Tuesday, December 29, 2009

Moving Forward

I wanted to round out my year of postings at the number 24, as this is my ‘lucky’ number, but, after thinking about it, I realized 23 seemed to be my lucky number this year, based on a number of timely events. In a naively superstitious way, I somehow cling to things like numerology, astrology, and remembering key dates (for years at a time) as methods to help me explain the sometimes random-chaos that seems to find me in my life.
But here it is—I’m back to number 24, whether I want to be or not.

I talked about reflections in my last post about Christmas spirit. About change, and learning, and growth. Something I notice that I didn’t reflect on was beliefs.
And the spirit of beliefs. And why we have them. And what they mean to us.
I’m not talking about how I ‘believe’ (again, naively) in playing number games to soothe my overactive imagination; I’m talking about that scary word that gets people all worked up at the best of times: Faith.

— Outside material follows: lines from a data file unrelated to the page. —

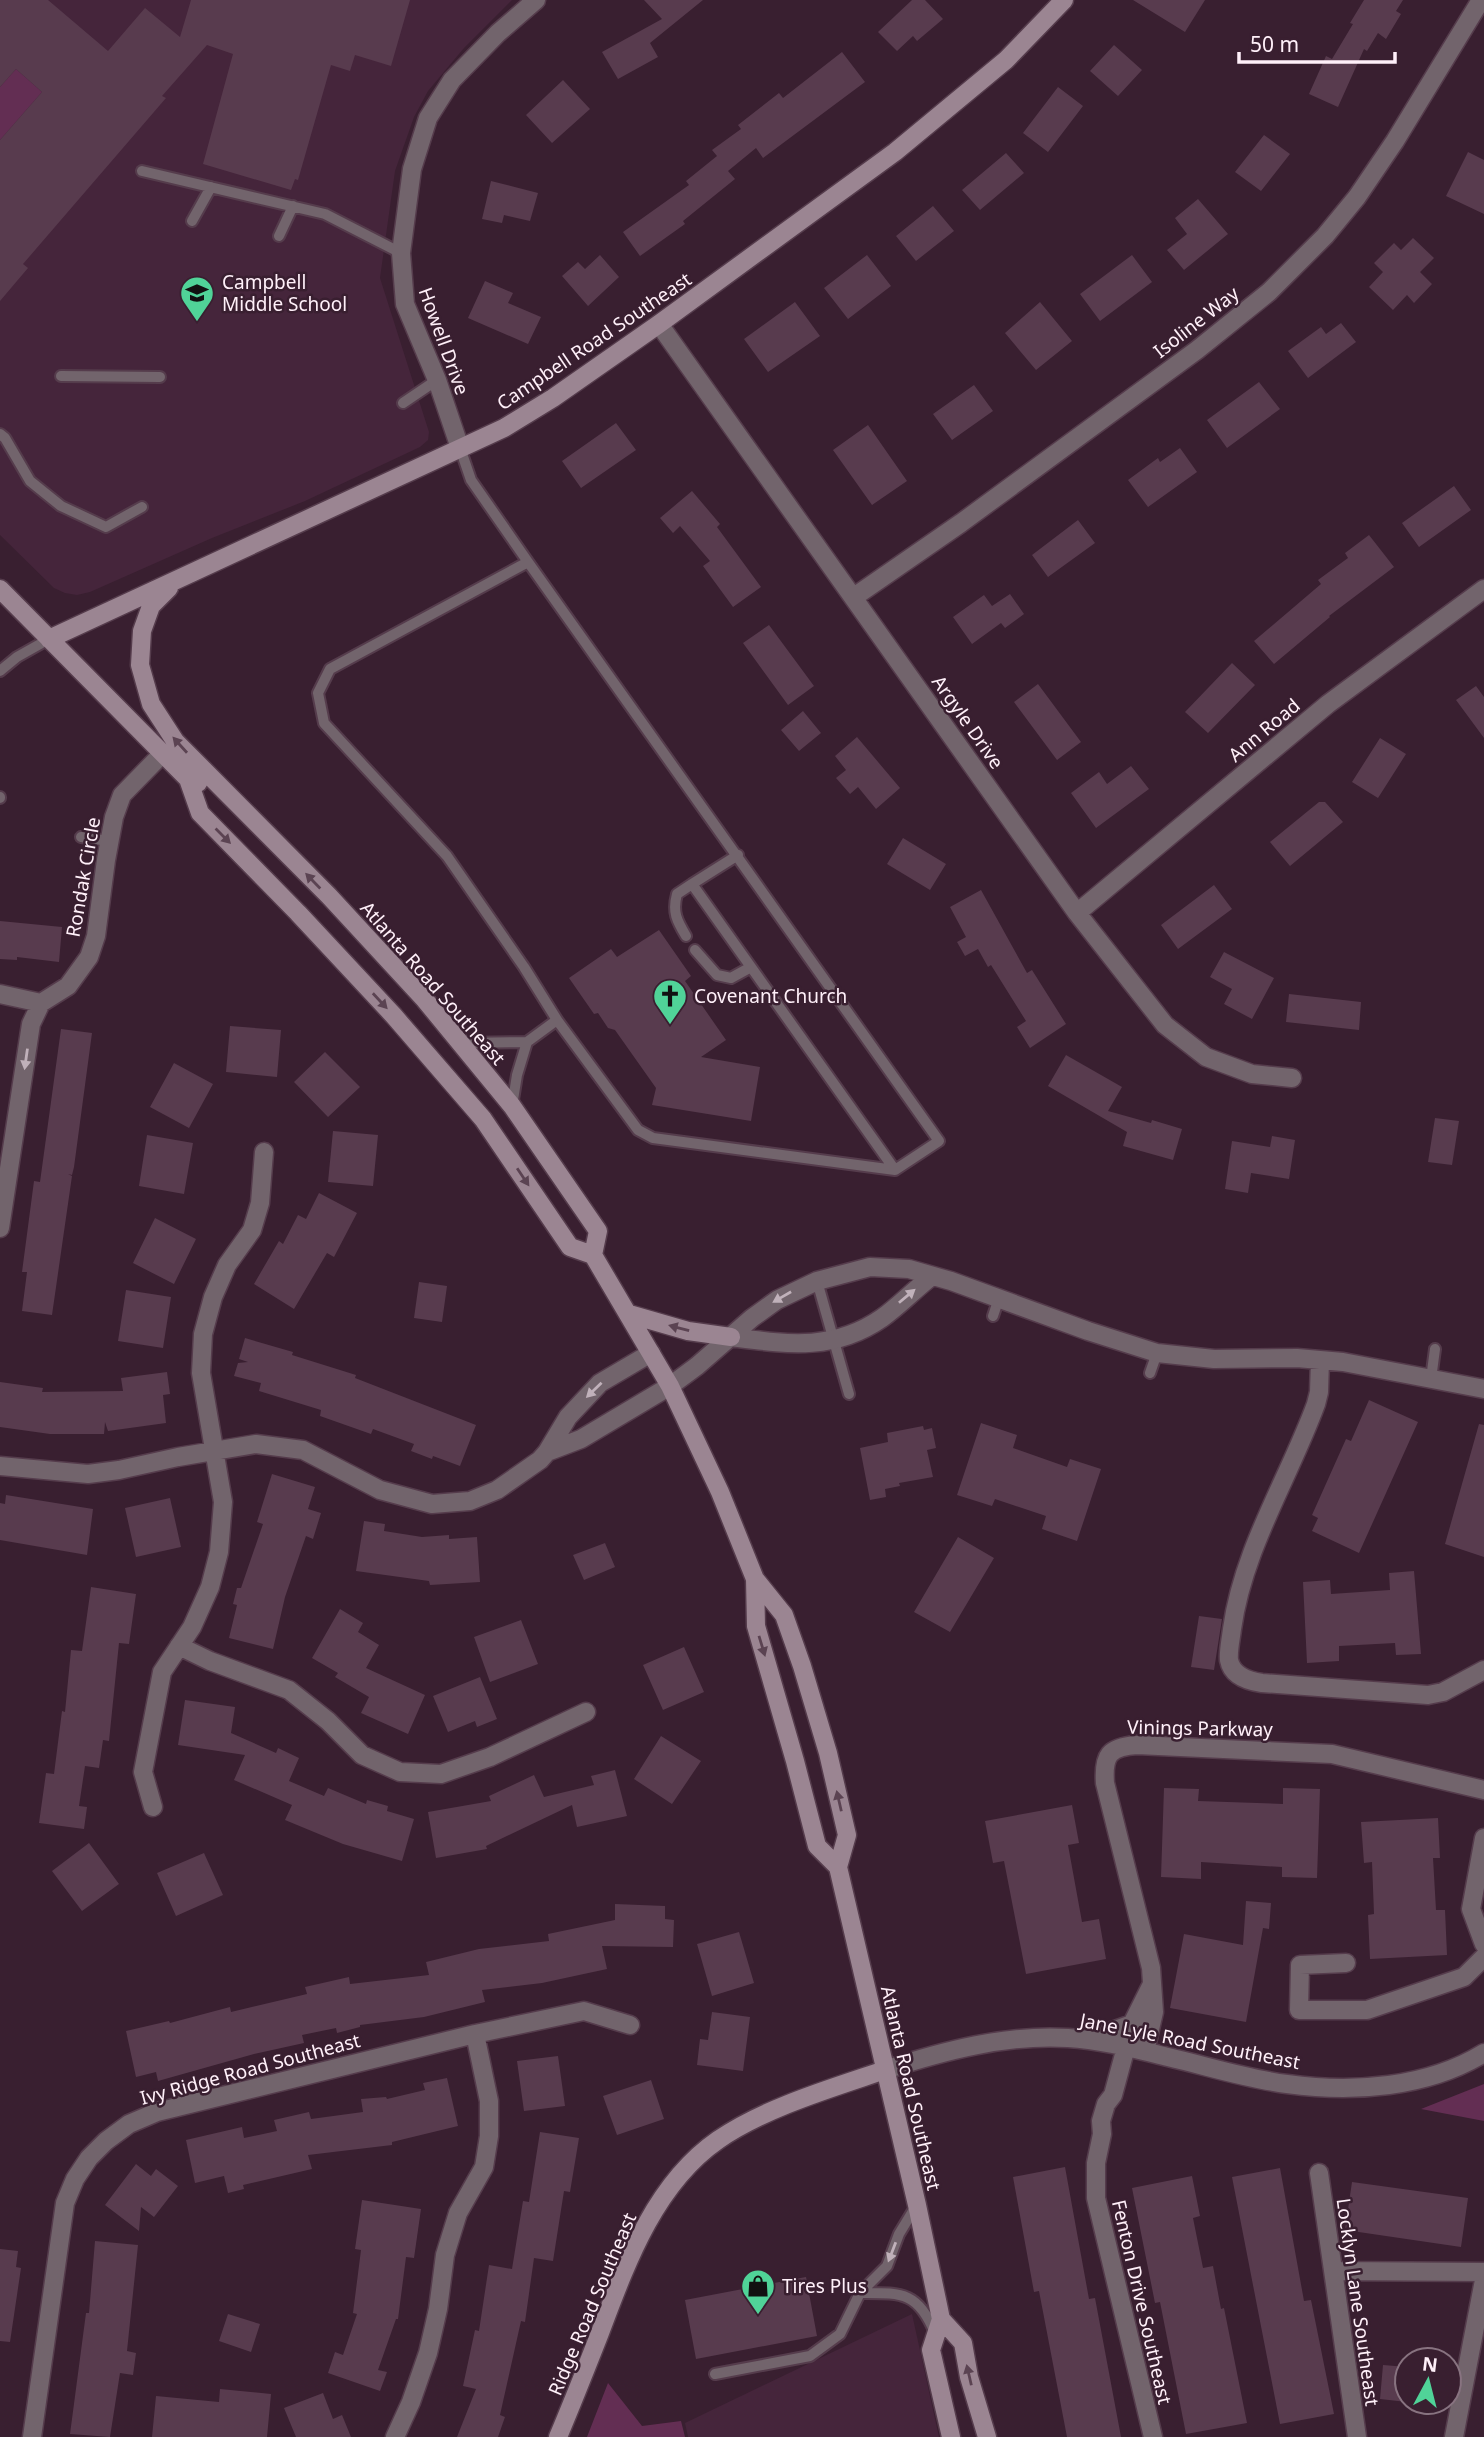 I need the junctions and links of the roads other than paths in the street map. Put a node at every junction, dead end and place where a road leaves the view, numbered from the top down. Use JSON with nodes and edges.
{"nodes":[{"id":1,"x":1064,"y":0,"type":"edge"},
{"id":2,"x":1482,"y":0,"type":"edge"},
{"id":3,"x":529,"y":2,"type":"edge"},
{"id":4,"x":142,"y":171,"type":"dead end"},
{"id":5,"x":211,"y":187,"type":"junction"},
{"id":6,"x":293,"y":206,"type":"junction"},
{"id":7,"x":191,"y":221,"type":"dead end"},
{"id":8,"x":279,"y":236,"type":"dead end"},
{"id":9,"x":401,"y":253,"type":"junction"},
{"id":10,"x":659,"y":324,"type":"junction"},
{"id":11,"x":61,"y":376,"type":"dead end"},
{"id":12,"x":160,"y":377,"type":"dead end"},
{"id":13,"x":438,"y":380,"type":"junction"},
{"id":14,"x":402,"y":403,"type":"dead end"},
{"id":15,"x":0,"y":434,"type":"edge"},
{"id":16,"x":460,"y":448,"type":"junction"},
{"id":17,"x":142,"y":507,"type":"dead end"},
{"id":18,"x":528,"y":562,"type":"junction"},
{"id":19,"x":179,"y":578,"type":"junction"},
{"id":20,"x":0,"y":589,"type":"edge"},
{"id":21,"x":1484,"y":589,"type":"edge"},
{"id":22,"x":855,"y":597,"type":"junction"},
{"id":23,"x":49,"y":639,"type":"junction"},
{"id":24,"x":0,"y":671,"type":"edge"},
{"id":25,"x":162,"y":754,"type":"junction"},
{"id":26,"x":188,"y":779,"type":"junction"},
{"id":27,"x":228,"y":794,"type":"junction"},
{"id":28,"x":81,"y":837,"type":"dead end"},
{"id":29,"x":109,"y":841,"type":"junction"},
{"id":30,"x":738,"y":855,"type":"junction"},
{"id":31,"x":692,"y":884,"type":"junction"},
{"id":32,"x":1077,"y":913,"type":"junction"},
{"id":33,"x":686,"y":936,"type":"dead end"},
{"id":34,"x":695,"y":950,"type":"dead end"},
{"id":35,"x":751,"y":968,"type":"junction"},
{"id":36,"x":0,"y":994,"type":"edge"},
{"id":37,"x":41,"y":1003,"type":"junction"},
{"id":38,"x":557,"y":1020,"type":"junction"},
{"id":39,"x":527,"y":1042,"type":"junction"},
{"id":40,"x":461,"y":1043,"type":"junction"},
{"id":41,"x":1292,"y":1078,"type":"dead end"},
{"id":42,"x":512,"y":1107,"type":"junction"},
{"id":43,"x":264,"y":1152,"type":"dead end"},
{"id":44,"x":895,"y":1170,"type":"junction"},
{"id":45,"x":0,"y":1228,"type":"edge"},
{"id":46,"x":593,"y":1255,"type":"junction"},
{"id":47,"x":932,"y":1276,"type":"junction"},
{"id":48,"x":817,"y":1281,"type":"junction"},
{"id":49,"x":999,"y":1298,"type":"junction"},
{"id":50,"x":629,"y":1314,"type":"junction"},
{"id":51,"x":993,"y":1316,"type":"dead end"},
{"id":52,"x":731,"y":1337,"type":"junction"},
{"id":53,"x":836,"y":1341,"type":"junction"},
{"id":54,"x":1435,"y":1349,"type":"dead end"},
{"id":55,"x":652,"y":1353,"type":"junction"},
{"id":56,"x":1157,"y":1353,"type":"junction"},
{"id":57,"x":1320,"y":1360,"type":"junction"},
{"id":58,"x":1150,"y":1373,"type":"dead end"},
{"id":59,"x":1431,"y":1379,"type":"junction"},
{"id":60,"x":670,"y":1386,"type":"junction"},
{"id":61,"x":1484,"y":1389,"type":"edge"},
{"id":62,"x":849,"y":1394,"type":"dead end"},
{"id":63,"x":214,"y":1450,"type":"junction"},
{"id":64,"x":547,"y":1452,"type":"junction"},
{"id":65,"x":0,"y":1466,"type":"edge"},
{"id":66,"x":755,"y":1579,"type":"junction"},
{"id":67,"x":179,"y":1646,"type":"junction"},
{"id":68,"x":1484,"y":1670,"type":"edge"},
{"id":69,"x":586,"y":1712,"type":"dead end"},
{"id":70,"x":1484,"y":1790,"type":"edge"},
{"id":71,"x":153,"y":1807,"type":"dead end"},
{"id":72,"x":1484,"y":1841,"type":"edge"},
{"id":73,"x":838,"y":1867,"type":"junction"},
{"id":74,"x":1484,"y":1944,"type":"edge"},
{"id":75,"x":1484,"y":1957,"type":"edge"},
{"id":76,"x":1346,"y":1963,"type":"dead end"},
{"id":77,"x":1151,"y":1986,"type":"junction"},
{"id":78,"x":631,"y":2025,"type":"dead end"},
{"id":79,"x":475,"y":2034,"type":"junction"},
{"id":80,"x":1087,"y":2040,"type":"junction"},
{"id":81,"x":1126,"y":2047,"type":"junction"},
{"id":82,"x":1145,"y":2051,"type":"junction"},
{"id":83,"x":1484,"y":2053,"type":"edge"},
{"id":84,"x":886,"y":2070,"type":"junction"},
{"id":85,"x":1319,"y":2173,"type":"dead end"},
{"id":86,"x":917,"y":2205,"type":"junction"},
{"id":87,"x":1333,"y":2272,"type":"junction"},
{"id":88,"x":1484,"y":2272,"type":"edge"},
{"id":89,"x":1484,"y":2280,"type":"edge"},
{"id":90,"x":860,"y":2293,"type":"junction"},
{"id":91,"x":938,"y":2327,"type":"junction"},
{"id":92,"x":715,"y":2374,"type":"dead end"},
{"id":93,"x":33,"y":2437,"type":"edge"},
{"id":94,"x":395,"y":2437,"type":"edge"},
{"id":95,"x":558,"y":2437,"type":"edge"},
{"id":96,"x":951,"y":2437,"type":"edge"},
{"id":97,"x":987,"y":2437,"type":"edge"},
{"id":98,"x":1153,"y":2437,"type":"edge"},
{"id":99,"x":1357,"y":2437,"type":"edge"},
{"id":100,"x":1454,"y":2437,"type":"edge"}],
"edges":[{"from":1,"to":10,"type":"main road","name":"Campbell Road Southeast"},
{"from":2,"to":22,"type":"street","name":"Isoline Way"},
{"from":3,"to":9,"type":"street","name":"Howell Drive"},
{"from":4,"to":5,"type":"lane"},
{"from":5,"to":6,"type":"lane"},
{"from":5,"to":7,"type":"lane"},
{"from":6,"to":8,"type":"lane"},
{"from":6,"to":9,"type":"lane"},
{"from":9,"to":13,"type":"street","name":"Howell Drive"},
{"from":10,"to":16,"type":"main road","name":"Campbell Road Southeast"},
{"from":10,"to":22,"type":"street","name":"Argyle Drive"},
{"from":11,"to":12,"type":"lane"},
{"from":13,"to":14,"type":"lane"},
{"from":13,"to":16,"type":"street","name":"Howell Drive"},
{"from":15,"to":17,"type":"lane"},
{"from":16,"to":18,"type":"lane"},
{"from":16,"to":19,"type":"main road","name":"Campbell Road Southeast"},
{"from":18,"to":30,"type":"lane"},
{"from":18,"to":38,"type":"lane"},
{"from":19,"to":23,"type":"main road","name":"Campbell Road Southeast"},
{"from":27,"to":19,"type":"main road","one_way":true},
{"from":20,"to":23,"type":"main road","name":"Atlanta Road Southeast"},
{"from":21,"to":32,"type":"street","name":"Ann Road"},
{"from":22,"to":32,"type":"street","name":"Argyle Drive"},
{"from":23,"to":24,"type":"lane"},
{"from":23,"to":25,"type":"main road","name":"Atlanta Road Southeast"},
{"from":25,"to":26,"type":"main road","name":"Atlanta Road Southeast"},
{"from":25,"to":29,"type":"street","name":"Rondak Circle"},
{"from":26,"to":27,"type":"main road","name":"Atlanta Road Southeast"},
{"from":26,"to":46,"type":"main road","name":"Atlanta Road Southeast","one_way":true},
{"from":40,"to":27,"type":"main road","name":"Atlanta Road Southeast","one_way":true},
{"from":28,"to":29,"type":"lane"},
{"from":29,"to":37,"type":"street","name":"Rondak Circle"},
{"from":30,"to":31,"type":"lane"},
{"from":30,"to":44,"type":"lane"},
{"from":31,"to":33,"type":"lane"},
{"from":31,"to":35,"type":"lane"},
{"from":32,"to":41,"type":"street","name":"Argyle Drive"},
{"from":34,"to":35,"type":"lane"},
{"from":35,"to":44,"type":"lane"},
{"from":36,"to":37,"type":"street"},
{"from":37,"to":45,"type":"street","one_way":true},
{"from":38,"to":39,"type":"lane"},
{"from":38,"to":44,"type":"lane"},
{"from":39,"to":40,"type":"lane"},
{"from":39,"to":42,"type":"lane"},
{"from":40,"to":42,"type":"main road","name":"Atlanta Road Southeast"},
{"from":42,"to":46,"type":"main road","name":"Atlanta Road Southeast"},
{"from":43,"to":63,"type":"street"},
{"from":46,"to":50,"type":"main road","name":"Atlanta Road Southeast"},
{"from":47,"to":48,"type":"street"},
{"from":47,"to":49,"type":"street"},
{"from":53,"to":47,"type":"street","one_way":true},
{"from":48,"to":52,"type":"street","one_way":true},
{"from":48,"to":53,"type":"lane"},
{"from":49,"to":51,"type":"lane"},
{"from":49,"to":56,"type":"street"},
{"from":52,"to":50,"type":"main road","one_way":true},
{"from":50,"to":55,"type":"main road","name":"Atlanta Road Southeast"},
{"from":52,"to":53,"type":"street"},
{"from":52,"to":60,"type":"street"},
{"from":53,"to":62,"type":"lane"},
{"from":54,"to":59,"type":"lane"},
{"from":55,"to":60,"type":"main road","name":"Atlanta Road Southeast"},
{"from":55,"to":64,"type":"street","one_way":true},
{"from":56,"to":57,"type":"street"},
{"from":56,"to":58,"type":"lane"},
{"from":57,"to":59,"type":"street"},
{"from":57,"to":68,"type":"street"},
{"from":59,"to":61,"type":"street"},
{"from":60,"to":64,"type":"street"},
{"from":60,"to":66,"type":"main road","name":"Atlanta Road Southeast"},
{"from":63,"to":64,"type":"street"},
{"from":63,"to":65,"type":"street"},
{"from":63,"to":67,"type":"street"},
{"from":66,"to":73,"type":"main road","name":"Atlanta Road Southeast","one_way":true},
{"from":73,"to":66,"type":"main road","name":"Atlanta Road Southeast","one_way":true},
{"from":67,"to":69,"type":"street"},
{"from":67,"to":71,"type":"street"},
{"from":70,"to":77,"type":"street","name":"Vinings Parkway"},
{"from":72,"to":74,"type":"street"},
{"from":73,"to":84,"type":"main road","name":"Atlanta Road Southeast"},
{"from":75,"to":76,"type":"street"},
{"from":77,"to":80,"type":"street"},
{"from":77,"to":82,"type":"street","name":"Vinings Parkway"},
{"from":78,"to":79,"type":"street","name":"Ivy Ridge Road Southeast"},
{"from":79,"to":93,"type":"street","name":"Ivy Ridge Road Southeast"},
{"from":79,"to":94,"type":"street"},
{"from":80,"to":81,"type":"street","name":"Jane Lyle Road Southeast"},
{"from":80,"to":84,"type":"street","name":"Jane Lyle Road Southeast"},
{"from":81,"to":82,"type":"street","name":"Jane Lyle Road Southeast"},
{"from":81,"to":98,"type":"street","name":"Fenton Drive Southeast"},
{"from":82,"to":83,"type":"street","name":"Jane Lyle Road Southeast"},
{"from":84,"to":86,"type":"main road","name":"Atlanta Road Southeast"},
{"from":84,"to":95,"type":"main road","name":"Ridge Road Southeast"},
{"from":85,"to":87,"type":"street","name":"Locklyn Lane Southeast"},
{"from":86,"to":90,"type":"lane","one_way":true},
{"from":86,"to":91,"type":"main road","name":"Atlanta Road Southeast"},
{"from":87,"to":88,"type":"street"},
{"from":87,"to":99,"type":"street","name":"Locklyn Lane Southeast"},
{"from":89,"to":100,"type":"street"},
{"from":90,"to":91,"type":"lane"},
{"from":90,"to":92,"type":"lane"},
{"from":91,"to":96,"type":"main road","name":"Atlanta Road Southeast"},
{"from":97,"to":91,"type":"main road","name":"Atlanta Road Southeast","one_way":true}]}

I have a belief in Faith, and how it can restore you, and how it can make life more bearable, if you can learn to let it. It doesn’t have to be the “scary” kind of faith, that makes people all over the world do incredibly odd, sometimes frightening, often un-understandable things, but rather that inner part of yourself, one that you probably don’t unveil too often, of things that you believe, no matter what anyone says, no matter what proof you may be given that they are not true, things that you FEEL are true. These feelings may sway sometimes in the face of unexpected circumstance, but once you regain your footing, it seems unshakable.

Faith.
What I believe.
I believe in life after death. I believe this despite having no hard evidence to “prove” this belief of mine, this ‘theory’, other than attending many masses at the Catholic church; I mean that this is a belief I have that is separate from my religious background, although I’m sure it certainly is influenced in part by this background.
I can’t really define this concept though, when talking about life after death. This concept is strictly something I FEEL. Is that what faith is? I feel that you are given the gift of life, to live out here on the revolving-door planet called earth. I feel that you are to make the most of the life you are given, design yourself a place within the framework of family, talent, and circumstance. I believe in being a good person, in good behaviour. I believe, (naïve, superstitious Catholic belief # 173) that you will, at some point, either by God, or Karmic law—be rewarded for said good behaviour. However, I ALSO believe that doing the right thing is, in itself, the only reward needed, even if it sometimes thankless. Meaning; you contribute to an overall, universal feeling of “wellness” when you manage to do the right thing. Whether or not you know it.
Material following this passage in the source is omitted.